*Exercise:*
Each of the lines below must be retyped character for character.

Supplied data START

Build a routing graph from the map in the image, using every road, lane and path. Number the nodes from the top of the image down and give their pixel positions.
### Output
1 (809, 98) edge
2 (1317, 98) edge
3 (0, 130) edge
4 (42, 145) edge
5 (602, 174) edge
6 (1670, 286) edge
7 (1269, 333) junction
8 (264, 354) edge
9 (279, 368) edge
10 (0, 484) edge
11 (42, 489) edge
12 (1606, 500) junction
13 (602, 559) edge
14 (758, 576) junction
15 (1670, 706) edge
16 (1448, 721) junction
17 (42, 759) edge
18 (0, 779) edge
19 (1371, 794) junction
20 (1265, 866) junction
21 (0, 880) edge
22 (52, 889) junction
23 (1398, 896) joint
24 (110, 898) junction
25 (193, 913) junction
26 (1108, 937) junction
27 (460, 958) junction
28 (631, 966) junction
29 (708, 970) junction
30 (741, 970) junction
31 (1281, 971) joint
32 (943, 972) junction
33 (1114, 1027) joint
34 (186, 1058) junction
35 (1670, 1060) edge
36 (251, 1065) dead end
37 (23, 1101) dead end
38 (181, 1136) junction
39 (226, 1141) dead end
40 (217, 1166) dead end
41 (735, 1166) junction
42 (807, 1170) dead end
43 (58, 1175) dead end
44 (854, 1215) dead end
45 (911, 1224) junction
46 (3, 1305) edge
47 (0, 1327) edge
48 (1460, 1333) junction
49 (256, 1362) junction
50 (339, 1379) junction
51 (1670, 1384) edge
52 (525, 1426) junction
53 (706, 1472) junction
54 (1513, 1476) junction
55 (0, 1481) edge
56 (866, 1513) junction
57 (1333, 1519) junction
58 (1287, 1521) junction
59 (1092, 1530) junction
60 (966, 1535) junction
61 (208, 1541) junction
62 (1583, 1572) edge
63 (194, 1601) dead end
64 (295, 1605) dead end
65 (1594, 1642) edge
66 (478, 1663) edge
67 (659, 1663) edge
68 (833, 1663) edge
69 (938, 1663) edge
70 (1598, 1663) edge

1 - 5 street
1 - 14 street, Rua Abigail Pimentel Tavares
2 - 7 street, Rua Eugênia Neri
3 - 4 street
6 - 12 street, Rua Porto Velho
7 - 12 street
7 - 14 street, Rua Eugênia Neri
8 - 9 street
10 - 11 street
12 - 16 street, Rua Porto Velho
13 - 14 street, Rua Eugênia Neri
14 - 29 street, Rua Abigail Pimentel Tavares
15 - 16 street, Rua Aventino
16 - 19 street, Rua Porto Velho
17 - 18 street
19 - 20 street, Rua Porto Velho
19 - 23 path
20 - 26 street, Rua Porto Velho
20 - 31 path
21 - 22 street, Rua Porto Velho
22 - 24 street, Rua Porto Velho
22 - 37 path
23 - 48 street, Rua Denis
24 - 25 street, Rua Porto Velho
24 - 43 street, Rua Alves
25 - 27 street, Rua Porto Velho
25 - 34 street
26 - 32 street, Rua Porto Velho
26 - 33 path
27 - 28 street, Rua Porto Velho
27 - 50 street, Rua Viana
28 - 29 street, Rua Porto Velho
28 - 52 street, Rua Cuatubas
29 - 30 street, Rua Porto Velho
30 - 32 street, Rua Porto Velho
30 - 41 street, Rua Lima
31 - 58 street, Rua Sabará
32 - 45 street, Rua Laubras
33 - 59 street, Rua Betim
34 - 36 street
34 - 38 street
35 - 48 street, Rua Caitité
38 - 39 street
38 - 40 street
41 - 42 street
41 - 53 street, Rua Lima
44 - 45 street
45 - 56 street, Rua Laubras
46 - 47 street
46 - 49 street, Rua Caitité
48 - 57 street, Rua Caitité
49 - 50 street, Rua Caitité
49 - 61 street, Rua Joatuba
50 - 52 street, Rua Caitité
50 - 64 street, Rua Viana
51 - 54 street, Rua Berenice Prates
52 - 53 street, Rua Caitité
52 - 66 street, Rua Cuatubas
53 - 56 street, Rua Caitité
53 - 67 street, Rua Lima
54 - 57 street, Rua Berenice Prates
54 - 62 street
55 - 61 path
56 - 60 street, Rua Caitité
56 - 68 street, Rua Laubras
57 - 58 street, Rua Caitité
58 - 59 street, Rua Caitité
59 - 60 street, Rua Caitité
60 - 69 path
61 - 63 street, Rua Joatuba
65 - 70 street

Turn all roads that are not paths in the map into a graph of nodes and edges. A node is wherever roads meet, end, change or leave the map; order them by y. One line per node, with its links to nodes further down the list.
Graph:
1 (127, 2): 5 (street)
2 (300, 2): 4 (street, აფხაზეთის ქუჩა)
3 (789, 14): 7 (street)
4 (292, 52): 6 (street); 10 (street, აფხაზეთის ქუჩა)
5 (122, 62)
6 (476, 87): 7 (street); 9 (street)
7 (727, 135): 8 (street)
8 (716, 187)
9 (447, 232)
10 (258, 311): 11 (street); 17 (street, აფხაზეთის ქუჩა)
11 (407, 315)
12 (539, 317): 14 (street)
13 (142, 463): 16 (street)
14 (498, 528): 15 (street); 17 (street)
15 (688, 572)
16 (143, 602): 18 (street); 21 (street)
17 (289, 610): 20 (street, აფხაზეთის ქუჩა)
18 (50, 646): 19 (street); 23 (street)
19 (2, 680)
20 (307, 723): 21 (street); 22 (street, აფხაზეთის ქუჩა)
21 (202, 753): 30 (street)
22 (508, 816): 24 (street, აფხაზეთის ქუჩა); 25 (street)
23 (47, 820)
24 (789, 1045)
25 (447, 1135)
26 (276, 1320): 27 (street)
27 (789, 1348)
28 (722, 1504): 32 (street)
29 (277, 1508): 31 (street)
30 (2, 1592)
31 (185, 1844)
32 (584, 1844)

Supplied data END

*Written answer:*
Build a routing graph from the map in the image, using every road, lane and path. Number the nodes from the top of the image down and give their pixel positions.
### Output
1 (809, 98) edge
2 (1317, 98) edge
3 (0, 130) edge
4 (42, 145) edge
5 (602, 174) edge
6 (1670, 286) edge
7 (1269, 333) junction
8 (264, 354) edge
9 (279, 368) edge
10 (0, 484) edge
11 (42, 489) edge
12 (1606, 500) junction
13 (602, 559) edge
14 (758, 576) junction
15 (1670, 706) edge
16 (1448, 721) junction
17 (42, 759) edge
18 (0, 779) edge
19 (1371, 794) junction
20 (1265, 866) junction
21 (0, 880) edge
22 (52, 889) junction
23 (1398, 896) joint
24 (110, 898) junction
25 (193, 913) junction
26 (1108, 937) junction
27 (460, 958) junction
28 (631, 966) junction
29 (708, 970) junction
30 (741, 970) junction
31 (1281, 971) joint
32 (943, 972) junction
33 (1114, 1027) joint
34 (186, 1058) junction
35 (1670, 1060) edge
36 (251, 1065) dead end
37 (23, 1101) dead end
38 (181, 1136) junction
39 (226, 1141) dead end
40 (217, 1166) dead end
41 (735, 1166) junction
42 (807, 1170) dead end
43 (58, 1175) dead end
44 (854, 1215) dead end
45 (911, 1224) junction
46 (3, 1305) edge
47 (0, 1327) edge
48 (1460, 1333) junction
49 (256, 1362) junction
50 (339, 1379) junction
51 (1670, 1384) edge
52 (525, 1426) junction
53 (706, 1472) junction
54 (1513, 1476) junction
55 (0, 1481) edge
56 (866, 1513) junction
57 (1333, 1519) junction
58 (1287, 1521) junction
59 (1092, 1530) junction
60 (966, 1535) junction
61 (208, 1541) junction
62 (1583, 1572) edge
63 (194, 1601) dead end
64 (295, 1605) dead end
65 (1594, 1642) edge
66 (478, 1663) edge
67 (659, 1663) edge
68 (833, 1663) edge
69 (938, 1663) edge
70 (1598, 1663) edge

1 - 5 street
1 - 14 street, Rua Abigail Pimentel Tavares
2 - 7 street, Rua Eugênia Neri
3 - 4 street
6 - 12 street, Rua Porto Velho
7 - 12 street
7 - 14 street, Rua Eugênia Neri
8 - 9 street
10 - 11 street
12 - 16 street, Rua Porto Velho
13 - 14 street, Rua Eugênia Neri
14 - 29 street, Rua Abigail Pimentel Tavares
15 - 16 street, Rua Aventino
16 - 19 street, Rua Porto Velho
17 - 18 street
19 - 20 street, Rua Porto Velho
19 - 23 path
20 - 26 street, Rua Porto Velho
20 - 31 path
21 - 22 street, Rua Porto Velho
22 - 24 street, Rua Porto Velho
22 - 37 path
23 - 48 street, Rua Denis
24 - 25 street, Rua Porto Velho
24 - 43 street, Rua Alves
25 - 27 street, Rua Porto Velho
25 - 34 street
26 - 32 street, Rua Porto Velho
26 - 33 path
27 - 28 street, Rua Porto Velho
27 - 50 street, Rua Viana
28 - 29 street, Rua Porto Velho
28 - 52 street, Rua Cuatubas
29 - 30 street, Rua Porto Velho
30 - 32 street, Rua Porto Velho
30 - 41 street, Rua Lima
31 - 58 street, Rua Sabará
32 - 45 street, Rua Laubras
33 - 59 street, Rua Betim
34 - 36 street
34 - 38 street
35 - 48 street, Rua Caitité
38 - 39 street
38 - 40 street
41 - 42 street
41 - 53 street, Rua Lima
44 - 45 street
45 - 56 street, Rua Laubras
46 - 47 street
46 - 49 street, Rua Caitité
48 - 57 street, Rua Caitité
49 - 50 street, Rua Caitité
49 - 61 street, Rua Joatuba
50 - 52 street, Rua Caitité
50 - 64 street, Rua Viana
51 - 54 street, Rua Berenice Prates
52 - 53 street, Rua Caitité
52 - 66 street, Rua Cuatubas
53 - 56 street, Rua Caitité
53 - 67 street, Rua Lima
54 - 57 street, Rua Berenice Prates
54 - 62 street
55 - 61 path
56 - 60 street, Rua Caitité
56 - 68 street, Rua Laubras
57 - 58 street, Rua Caitité
58 - 59 street, Rua Caitité
59 - 60 street, Rua Caitité
60 - 69 path
61 - 63 street, Rua Joatuba
65 - 70 street

Turn all roads that are not paths in the map into a graph of nodes and edges. A node is wherever roads meet, end, change or leave the map; order them by y. One line per node, with its links to nodes further down the list.
Graph:
1 (127, 2): 5 (street)
2 (300, 2): 4 (street, აფხაზეთის ქუჩა)
3 (789, 14): 7 (street)
4 (292, 52): 6 (street); 10 (street, აფხაზეთის ქუჩა)
5 (122, 62)
6 (476, 87): 7 (street); 9 (street)
7 (727, 135): 8 (street)
8 (716, 187)
9 (447, 232)
10 (258, 311): 11 (street); 17 (street, აფხაზეთის ქუჩა)
11 (407, 315)
12 (539, 317): 14 (street)
13 (142, 463): 16 (street)
14 (498, 528): 15 (street); 17 (street)
15 (688, 572)
16 (143, 602): 18 (street); 21 (street)
17 (289, 610): 20 (street, აფხაზეთის ქუჩა)
18 (50, 646): 19 (street); 23 (street)
19 (2, 680)
20 (307, 723): 21 (street); 22 (street, აფხაზეთის ქუჩა)
21 (202, 753): 30 (street)
22 (508, 816): 24 (street, აფხაზეთის ქუჩა); 25 (street)
23 (47, 820)
24 (789, 1045)
25 (447, 1135)
26 (276, 1320): 27 (street)
27 (789, 1348)
28 (722, 1504): 32 (street)
29 (277, 1508): 31 (street)
30 (2, 1592)
31 (185, 1844)
32 (584, 1844)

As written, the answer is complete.